-1

How can I get a random samples based on conditional values. For example I have the following dataframe:

GROUP CLASS  AGE
A     1      10
A     2      15
B     1      10
B     2      17
C     1      12
C     2      14

I need to get a sample of 30 records for each of the GROUPS, but only from CLASS = 1 compiled all in a sample dateframe.

I Know how to get a sample of 30 records, but I don't know how to create a condition that loops throught the different GROUPS and filters the CLASS

ran.sample = sample(nrow(df_all), 30)
df = df_all[ran.sample, ]

Any ideas?

Thanks

Neil Lunn
  • 148,042
  • 36
  • 346
  • 317
Selrac
  • 2,203
  • 9
  • 41
  • 84
  • Do you need 1 sample row from each group where `Class = 1` ? – Ronak Shah Nov 26 '16 at 14:02
  • 1
    If you use `data.table`, then there probably are two duplicates : [samples by class](http://stackoverflow.com/questions/16289182/how-do-you-sample-random-rows-within-each-group-in-a-data-table) and [sample without class](http://stackoverflow.com/questions/24685421/how-do-you-extract-a-few-random-rows-from-a-data-table-on-the-fly) – etienne Nov 26 '16 at 14:07
  • 30 records for GROUP=A & CLASS =1 + 30 records for GROUP=B & CLASS =1 – Selrac Nov 26 '16 at 14:09
  • I can for example filter class first like df <- df[+which(df$CLASS==1),], but how can I then loop through the GROUPs to get 30 samples for each? – Selrac Nov 26 '16 at 14:38
  • Try this...`df[sample(which(df$CLASS==1),30),]`. – Chirayu Chamoli Nov 26 '16 at 14:52
  • @Selrac read the first link in my previous comment, you could adapt it to `setDT(df)[CLASS == 1, .SD[sample(.N, 30, replace = TRUE)], by = GROUP]` – etienne Nov 26 '16 at 14:55
  • I like your solution etienne.

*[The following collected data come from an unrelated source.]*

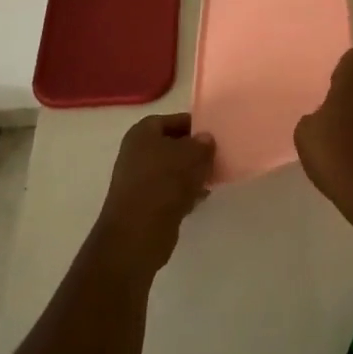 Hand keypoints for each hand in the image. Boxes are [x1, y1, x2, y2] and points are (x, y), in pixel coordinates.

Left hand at [92, 113, 215, 276]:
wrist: (138, 233)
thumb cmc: (165, 182)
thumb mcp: (193, 155)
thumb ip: (203, 144)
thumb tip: (205, 139)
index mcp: (142, 132)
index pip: (173, 120)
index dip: (194, 125)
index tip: (214, 134)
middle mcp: (136, 153)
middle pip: (171, 145)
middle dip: (193, 151)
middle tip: (216, 156)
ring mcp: (138, 180)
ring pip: (171, 170)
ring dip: (190, 173)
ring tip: (212, 177)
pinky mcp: (143, 204)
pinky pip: (168, 191)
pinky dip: (183, 192)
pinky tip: (200, 197)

Can you have more that one items in the group? If I had to run for class 2 also, could the by=group & by=class? – Selrac Nov 26 '16 at 15:02
  • 1
    @Selrac sure you could. Using `.(GROUP, CLASS)` instead of `GROUP` should do it, but as your data is too small I can't test it. Also, be sure to use `@` when mentionning someone, otherwise I don't get the notification. – etienne Nov 26 '16 at 15:04

1 Answers1

1

Try this:

newdf <- df[df$CLASS==1,]
do.call(rbind, lapply(split(newdf, newdf$GROUP), function(x) x[sample(nrow(x), 30),]))
989
  • 12,579
  • 5
  • 31
  • 53